A história do filme deveria girar em torno das relações de trabalho envolvendo as centenas de mulheres que, anualmente, fazem a colheita do arroz em uma região do Norte da Itália durante um período de quarenta dias. Mas apenas uma parte do filme trata deste assunto.
Estas mulheres saem de inúmeras regiões do país para ir até o local para trabalhar na colheita. O fato é um verdadeiro acontecimento midiático, chamando a atenção de uma emissora de rádio de Turim.
O esquema de trabalho no arrozal é baseado numa disciplina e hierarquia rígidas, com alguns capatazes organizando e comandando tudo. Para trabalhar no local, é necessário possuir a autorização do sindicato, mas um grupo de 40 trabalhadoras clandestinas também quer participar da colheita do arroz. Elas são ‘agenciadas’ por dois ‘picaretas’, que as introduzem no arrozal e que ficam com uma parte do que elas produzem.

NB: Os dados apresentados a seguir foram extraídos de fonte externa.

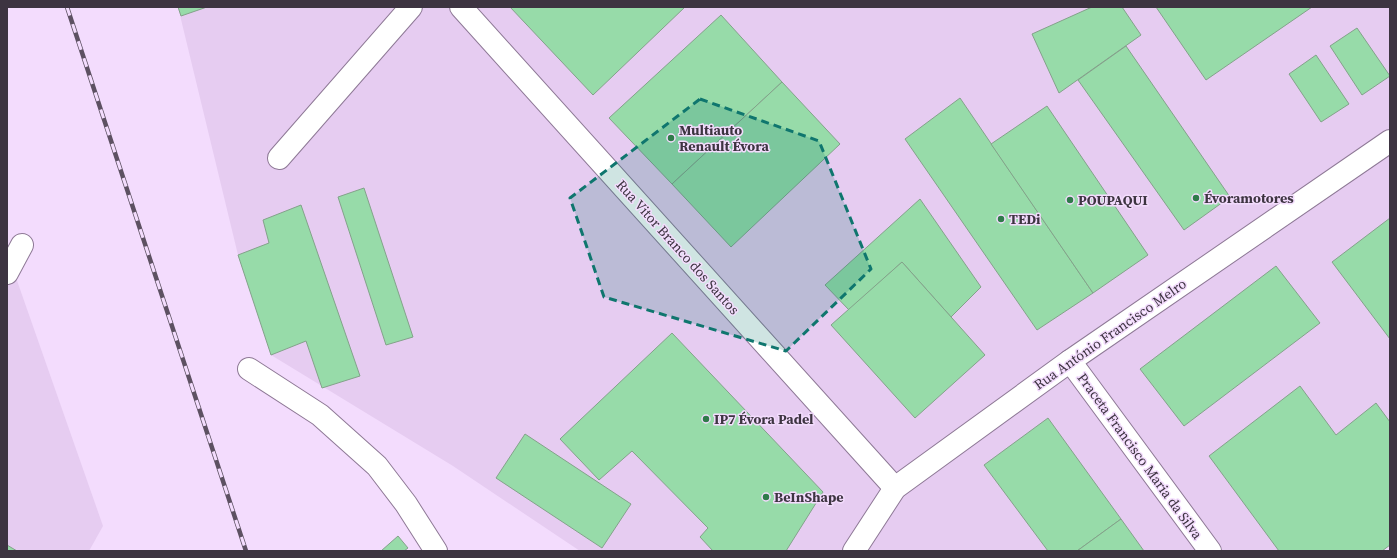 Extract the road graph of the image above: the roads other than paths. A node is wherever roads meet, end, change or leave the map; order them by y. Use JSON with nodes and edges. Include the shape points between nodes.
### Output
{"nodes":[{"id":1,"x":411,"y":7,"type":"edge"},
{"id":2,"x":461,"y":7,"type":"edge"},
{"id":3,"x":1390,"y":141,"type":"edge"},
{"id":4,"x":279,"y":158,"type":"dead end"},
{"id":5,"x":22,"y":245,"type":"dead end"},
{"id":6,"x":7,"y":274,"type":"edge"},
{"id":7,"x":1070,"y":361,"type":"junction"},
{"id":8,"x":249,"y":369,"type":"dead end"},
{"id":9,"x":895,"y":488,"type":"junction"},
{"id":10,"x":436,"y":551,"type":"edge"},
{"id":11,"x":854,"y":551,"type":"edge"},
{"id":12,"x":1210,"y":551,"type":"edge"}],
"edges":[{"from":1,"to":4,"type":"street"},
{"from":2,"to":9,"type":"street","name":"Rua Vitor Branco dos Santos"},
{"from":3,"to":7,"type":"street","name":"Rua António Francisco Melro"},
{"from":5,"to":6,"type":"street"},
{"from":7,"to":9,"type":"street","name":"Rua António Francisco Melro"},
{"from":7,"to":12,"type":"street","name":"Praceta Francisco Maria da Silva"},
{"from":8,"to":10,"type":"street","via":[[320,416],[377,466],[406,504]]},
{"from":9,"to":11,"type":"street","name":"Rua António Francisco Melro"}]} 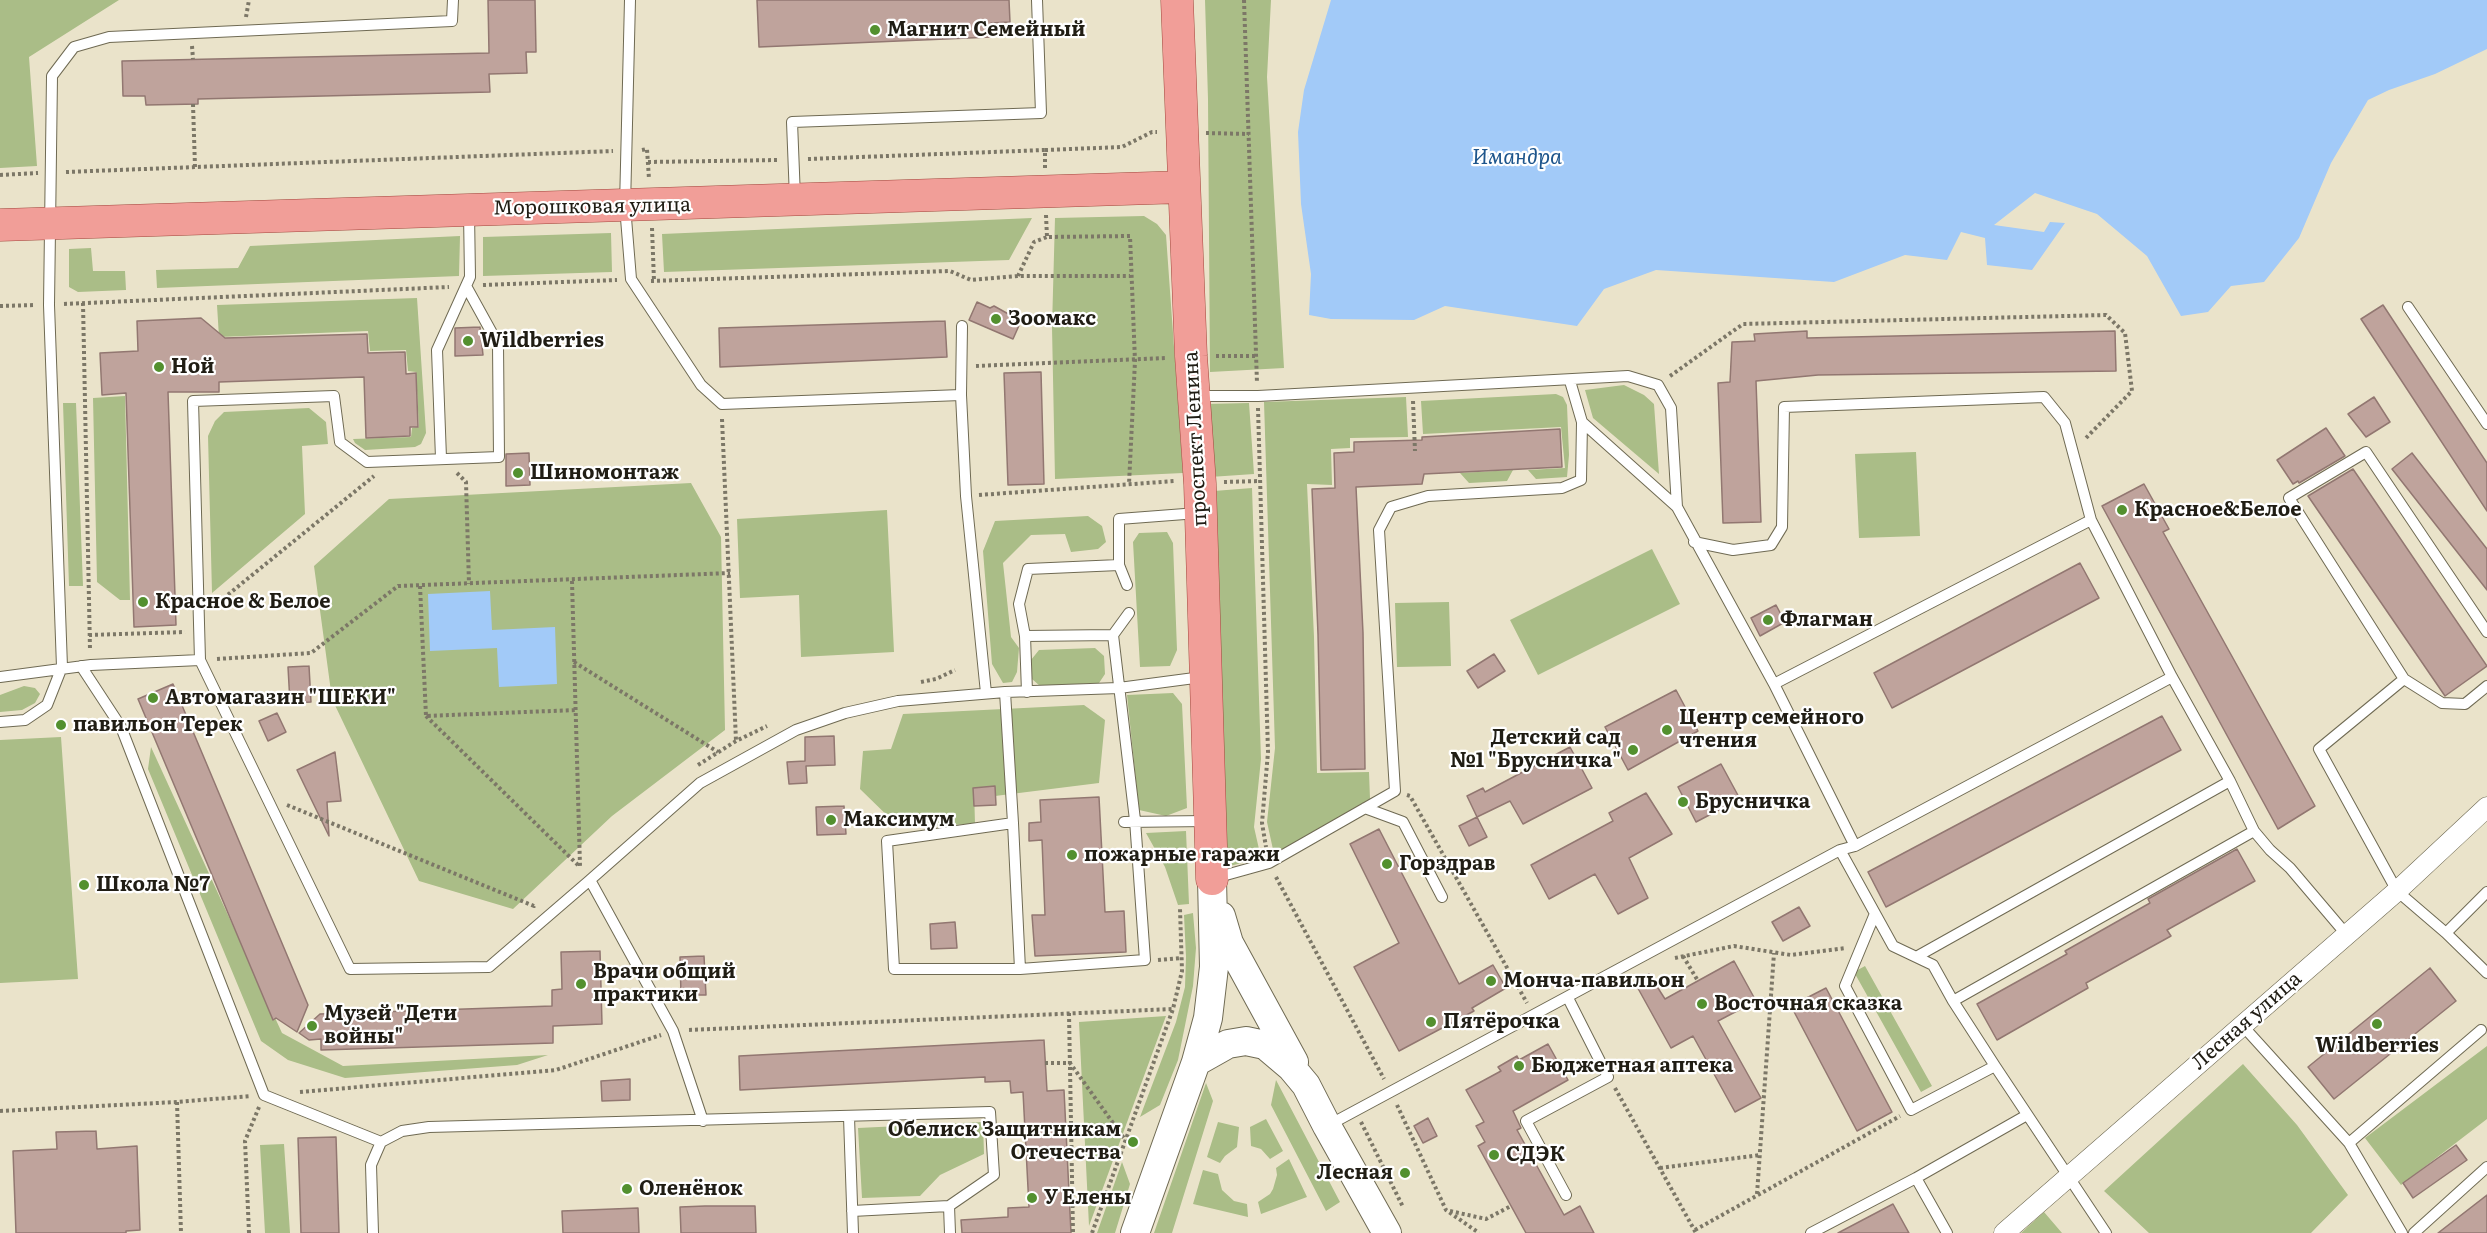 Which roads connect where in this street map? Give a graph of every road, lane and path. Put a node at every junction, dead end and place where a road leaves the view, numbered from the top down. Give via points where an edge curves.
1 (453, 0) edge
2 (630, 0) edge
3 (1037, 0) edge
4 (1177, 0) edge
5 (1244, 0) edge
6 (193, 104) dead end
7 (627, 150) junction
8 (1045, 150) dead end
9 (794, 159) junction
10 (195, 167) junction
11 (52, 172) junction
12 (0, 175) edge
13 (1184, 187) junction
14 (795, 201) junction
15 (625, 206) junction
16 (469, 210) junction
17 (52, 223) junction
18 (0, 225) edge
19 (1130, 236) dead end
20 (1047, 237) dead end
21 (1018, 276) junction
22 (1130, 276) junction
23 (631, 279) junction
24 (466, 286) junction
25 (83, 303) junction
26 (49, 305) junction
27 (0, 306) edge
28 (2408, 307) dead end
29 (962, 326) dead end
30 (1191, 356) junction
31 (1256, 356) junction
32 (1135, 361) junction
33 (961, 366) junction
34 (1570, 381) junction
35 (1658, 386) junction
36 (1412, 388) junction
37 (961, 395) junction
38 (1194, 396) junction
39 (1257, 396) junction
40 (722, 404) junction
41 (1582, 422) junction
42 (2487, 424) edge
43 (1415, 451) dead end
44 (2072, 452) junction
45 (441, 458) junction
46 (393, 461) junction
47 (1260, 481) junction
48 (1129, 484) junction
49 (966, 496) junction
50 (1200, 498) junction
51 (1677, 507) junction
52 (2091, 520) junction
53 (1695, 542) junction
54 (1119, 565) junction
55 (730, 573) junction
56 (572, 581) junction
57 (469, 585) junction
58 (1127, 585) dead end
59 (420, 586) junction
60 (1129, 613) dead end
61 (200, 618) junction
62 (200, 632) junction
63 (2487, 633) edge
64 (89, 635) junction
65 (1113, 635) junction
66 (1025, 636) junction
67 (200, 660) junction
68 (574, 662) junction
69 (86, 665) junction
70 (62, 668) junction
71 (956, 670) dead end
72 (1206, 676) junction
73 (0, 677) edge
74 (2172, 677) junction
75 (2404, 679) junction
76 (913, 683) dead end
77 (1774, 684) junction
78 (2487, 686) edge
79 (1119, 688) junction
80 (1005, 692) junction
81 (1027, 692) junction
82 (987, 693) junction
83 (576, 710) junction
84 (426, 716) junction
85 (0, 722) edge
86 (771, 724) dead end
87 (736, 741) junction
88 (718, 752) junction
89 (748, 755) junction
90 (693, 769) dead end
91 (2230, 781) junction
92 (1395, 791) junction
93 (267, 797) junction
94 (2487, 807) edge
95 (1365, 808) junction
96 (1129, 821) junction
97 (1210, 821) junction
98 (1013, 823) junction
99 (2254, 831) junction
100 (1855, 846) junction
101 (1840, 850) junction
102 (588, 859) dead end
103 (1269, 863) junction
104 (579, 866) junction
105 (572, 873) dead end
106 (1212, 879) junction
107 (590, 880) junction
108 (2397, 891) junction
109 (2487, 892) edge
110 (1442, 897) dead end
111 (541, 899) dead end
112 (1180, 909) dead end
113 (1875, 915) junction
114 (2446, 933) junction
115 (2346, 934) junction
116 (1862, 946) junction
117 (1774, 953) junction
118 (1683, 956) junction
119 (1916, 957) junction
120 (1181, 958) junction
121 (1673, 958) dead end
122 (1145, 960) junction
123 (1020, 969) junction
124 (2487, 973) edge
125 (1698, 981) dead end
126 (1568, 998) junction
127 (1953, 1001) junction
128 (1173, 1009) junction
129 (1069, 1013) junction
130 (1535, 1016) junction
131 (2242, 1025) junction
132 (2481, 1030) dead end
133 (673, 1031) junction
134 (1196, 1062) junction
135 (1045, 1063) dead end
136 (1070, 1063) junction
137 (1995, 1066) junction
138 (1608, 1077) junction
139 (1306, 1085) junction
140 (1391, 1093) junction
141 (264, 1095) junction
142 (177, 1102) junction
143 (1911, 1110) junction
144 (0, 1111) edge
145 (1355, 1111) junction
146 (2027, 1115) junction
147 (849, 1117) junction
148 (703, 1121) junction
149 (1326, 1126) junction
150 (1126, 1141) junction
151 (381, 1142) junction
152 (2349, 1143) junction
153 (1760, 1155) junction
154 (2487, 1167) edge
155 (1660, 1168) junction
156 (1916, 1178) junction
157 (2068, 1178) junction
158 (1757, 1195) junction
159 (1566, 1196) dead end
160 (949, 1206) junction
161 (1511, 1206) dead end
162 (1403, 1208) dead end
163 (1446, 1210) junction
164 (852, 1211) junction
165 (1696, 1232) edge
166 (181, 1233) edge
167 (249, 1233) edge
168 (373, 1233) edge
169 (853, 1233) edge
170 (950, 1233) edge
171 (1073, 1233) edge
172 (1092, 1233) edge
173 (1135, 1233) edge
174 (1387, 1233) edge
175 (1479, 1233) edge
176 (1811, 1233) edge
177 (1947, 1233) edge
178 (2004, 1233) edge
179 (2106, 1233) edge
180 (2402, 1233) edge
181 (2414, 1233) edge

1 - 11 lane via 452,21 110,37 74,47 52,76
2 - 7 lane
3 - 9 lane via 1041,113 792,122
4 - 13 main road, проспект Ленина
5 - 31 path
6 - 10 path
7 - 9 path via 647,149 648,162
7 - 10 path
7 - 15 lane
8 - 9 path
9 - 14 lane
10 - 11 path
11 - 12 path
11 - 17 lane
13 - 14 main road, Морошковая улица
13 - 30 main road, проспект Ленина
14 - 15 main road, Морошковая улица
15 - 16 main road, Морошковая улица
15 - 23 lane
16 - 17 main road, Морошковая улица
16 - 24 lane via 470,277
17 - 18 main road, Морошковая улица
17 - 26 lane
19 - 22 path
20 - 21 path via 1034,242
21 - 22 path
21 - 23 path via 971,280 950,271
22 - 32 path
23 - 24 path
23 - 40 lane via 701,385
24 - 25 path
24 - 45 lane via 437,350
24 - 45 lane via 498,344 499,457
25 - 26 path
25 - 64 path
26 - 27 path
26 - 70 lane
28 - 42 lane
29 - 33 lane
30 - 31 path
30 - 32 path
30 - 38 main road, проспект Ленина
31 - 39 path
32 - 33 path
32 - 48 path
33 - 37 lane
34 - 35 lane via 1628,376
34 - 36 lane
34 - 41 lane
35 - 44 path via 1743,324 2106,315 2126,333 2132,391
35 - 51 lane via 1671,408
36 - 39 lane
36 - 43 path
37 - 40 lane
37 - 49 lane
38 - 39 lane
38 - 50 main road, проспект Ленина
39 - 47 path
40 - 55 path
41 - 51 lane
41 - 92 lane via 1581,480 1562,488 1428,496 1391,507 1379,530
44 - 52 lane
44 - 53 lane via 2065,423 2044,397 1784,407 1782,527 1771,545 1733,550
45 - 46 lane
45 - 57 path via 466,482
46 - 61 path
46 - 61 lane via 367,462 340,442 334,396 193,401
47 - 50 path
47 - 103 path via 1269,752 1262,823
48 - 49 path
48 - 50 path via 1184,481
49 - 82 lane
50 - 54 lane via 1119,519
50 - 72 main road, проспект Ленина
51 - 53 lane
52 - 74 lane
52 - 77 lane
53 - 77 lane
54 - 58 lane
54 - 66 lane via 1028,569 1018,604
55 - 56 path
55 - 87 path
56 - 57 path
56 - 68 path
57 - 59 path
59 - 67 path via 398,586 311,653
59 - 84 path
60 - 65 lane
61 - 62 lane
62 - 64 path
62 - 67 lane
63 - 75 lane via 2366,452 2289,498
64 - 69 path
65 - 66 lane
65 - 79 lane
66 - 81 lane
67 - 69 lane
67 - 93 lane
68 - 83 path
68 - 88 path
69 - 70 lane
69 - 141 lane via 121,727
70 - 73 lane
70 - 85 lane via 47,705 25,720
71 - 76 path
72 - 79 lane
72 - 97 main road, проспект Ленина
74 - 91 lane
74 - 100 lane
75 - 78 lane via 2442,703 2465,704
75 - 108 lane via 2319,749
77 - 100 lane
79 - 81 lane
79 - 96 lane
80 - 81 lane
80 - 82 lane
80 - 98 lane
82 - 89 lane via 898,701 845,713 796,730
83 - 84 path
83 - 104 path
84 - 104 path
86 - 87 path
87 - 88 path
87 - 89 path
88 - 90 path
89 - 107 lane via 700,783
91 - 99 lane
91 - 119 lane
92 - 95 lane
92 - 130 path via 1410,796
93 - 107 lane via 350,969 489,967
93 - 111 path via 534,906
94 - 108 street, Лесная улица
95 - 103 lane
95 - 110 lane via 1403,822
96 - 97 lane
96 - 122 lane
97 - 106 main road, проспект Ленина
98 - 123 lane
98 - 123 lane via 887,841 894,969
99 - 115 lane
99 - 127 lane
100 - 101 lane
101 - 113 lane
101 - 126 lane
102 - 104 path
103 - 106 lane
103 - 140 path
104 - 105 path
106 - 134 main road, проспект Ленина via 1214,968 1208,1018
106 - 139 main road, проспект Ленина via 1229,943
107 - 133 lane
108 - 114 lane
108 - 115 street, Лесная улица
109 - 114 lane
112 - 120 path
113 - 116 lane
113 - 119 lane via 1893,946
114 - 124 lane
115 - 131 street, Лесная улица
116 - 117 path via 1791,955
116 - 143 lane via 1845,986
117 - 118 path via 1734,946
117 - 153 path
118 - 121 path
118 - 125 path
119 - 127 lane via 1933,965
120 - 122 path
120 - 128 path via 1182,971
122 - 123 lane
126 - 130 lane
126 - 138 lane
127 - 137 lane
128 - 129 path
128 - 150 path
129 - 133 path
129 - 136 path
130 - 140 lane
131 - 152 lane
131 - 157 street, Лесная улица
132 - 152 lane
133 - 141 path via 556,1070
133 - 148 lane
134 - 139 main road via 1228,1044 1246,1041 1265,1045
134 - 173 main road, проспект Ленина
135 - 136 path
136 - 150 path
136 - 171 path
137 - 143 lane
137 - 146 lane
138 - 155 path
138 - 159 lane via 1526,1121
139 - 149 main road
140 - 145 lane
140 - 163 path
141 - 142 path
141 - 151 lane
141 - 167 path via 245,1142
142 - 144 path
142 - 166 path
143 - 158 path
145 - 149 lane
145 - 162 path
146 - 156 lane
146 - 157 lane
147 - 148 lane
147 - 160 lane via 990,1112 994,1175
147 - 164 lane
148 - 151 lane via 429,1127 402,1131
149 - 174 main road
150 - 172 path
151 - 168 lane via 371,1165
152 - 180 lane
153 - 155 path
153 - 158 path
154 - 181 lane
155 - 165 path
156 - 176 lane
156 - 177 lane
157 - 178 street, Лесная улица
157 - 179 lane
158 - 165 path
160 - 164 lane
160 - 170 lane
161 - 163 path via 1486,1219
163 - 175 path
164 - 169 lane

Os agentes das trabalhadoras clandestinas convencem os capatazes a aceitar a presença delas com base na promessa de que elas irão produzir mais do que as outras trabalhadoras (legalizadas) e que eles, capatazes, irão lucrar com isso.
O trabalho delas é prejudicado, no entanto, pelas chuvas intensas que caem na região durante vários dias seguidos. Como a remuneração das trabalhadoras (que são pagas com arroz) está ligada à quantidade de arroz que elas colhem, quanto menos dias elas trabalharem, menor será a remuneração.
Silvana Mangano exibindo as suas belas coxas. O uso da beleza física das atrizes não era algo comum nos filmes neo-realistas. |
Porém, o foco principal do filme não são as relações de trabalho entre as mulheres e os seus empregadores, como seria de se esperar de um filme neo-realista típico.
O filme acaba girando em torno de acontecimentos que envolvem uma das trabalhadoras que vai para o arrozal, que é Silvana, que é interpretada pela jovem, bela e sensual Silvana Mangano.
A beleza física e a sensualidade explícitas de Silvana Mangano são o atrativo principal do filme, o que é algo incomum quando se trata do cinema neo-realista, que sempre se caracterizou por mostrar a realidade de pobreza, miséria, desigualdades, injustiças, privilégios e atraso que caracterizavam a Itália da época.
A valorização da beleza física das personagens femininas é uma característica que não está presente nos filmes neo-realistas típicos.
Logo, ‘Arroz Amargo’ é uma grande e solitária exceção, pelo menos no momento em que foi produzido (1949).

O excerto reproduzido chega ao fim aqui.